Mit einem Aufhebungsvertrag im Arbeitsrecht einigen sich Arbeitgeber und Arbeitnehmer einvernehmlich auf die Beendigung des Arbeitsverhältnisses zu einem bestimmten Zeitpunkt.

Durch einen Aufhebungsvertrag können Rechtsunsicherheiten, die bei einer Kündigung sowohl auf Arbeitnehmer- als auch Arbeitgeberseite herrschen, umgangen werden. So z. B. muss der Arbeitgeber keine Kündigungsschutzklage befürchten, genauso sind im Gegensatz zur Kündigung keine Fristen einzuhalten und der Aufhebungsvertrag kann sogar rückwirkend gelten. Dennoch unterliegt der Vertrag als Verbrauchervertrag den Regeln der Allgemeinen Geschäftsbedingungen des Unternehmens.

Durch den Aufhebungsvertrag können Bedingungen zur Beendigung des Arbeitsverhältnisses individuell festgelegt werden. So werden i.d.R. bspw. die Höhe der Abfindung, der genaue Termin des Ausscheidens, oder auch ein nachträgliches Wettbewerbsverbot geregelt.

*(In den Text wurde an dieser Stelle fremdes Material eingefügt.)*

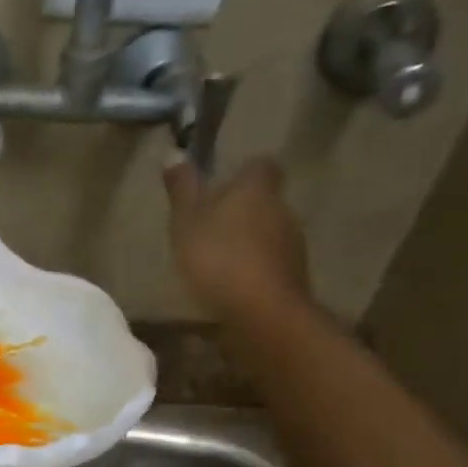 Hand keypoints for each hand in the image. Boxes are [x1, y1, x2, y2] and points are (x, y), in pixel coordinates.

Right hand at [163, 154, 312, 320]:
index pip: (260, 166)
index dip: (243, 173)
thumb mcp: (186, 221)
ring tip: (217, 263)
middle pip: (263, 201)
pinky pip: (270, 265)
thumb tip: (174, 153)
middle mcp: (282, 210)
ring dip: (247, 243)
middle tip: (210, 229)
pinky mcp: (293, 278)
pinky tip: (231, 288)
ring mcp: (292, 246)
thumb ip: (182, 189)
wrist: (261, 313)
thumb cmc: (218, 257)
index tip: (222, 186)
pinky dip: (253, 271)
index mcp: (256, 189)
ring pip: (268, 234)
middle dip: (241, 212)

Dieser Vertrag ist schriftlich abzuschließen. Eine E-Mail oder ein Fax genügen nicht. Er kann außerdem nicht einseitig widerrufen werden, kann aber unter Umständen angefochten werden, wenn z. B. der Arbeitgeber den Arbeitnehmer mit Drohung der bevorstehenden Kündigung zur Unterzeichnung des Aufhebungsvertrages zwingt.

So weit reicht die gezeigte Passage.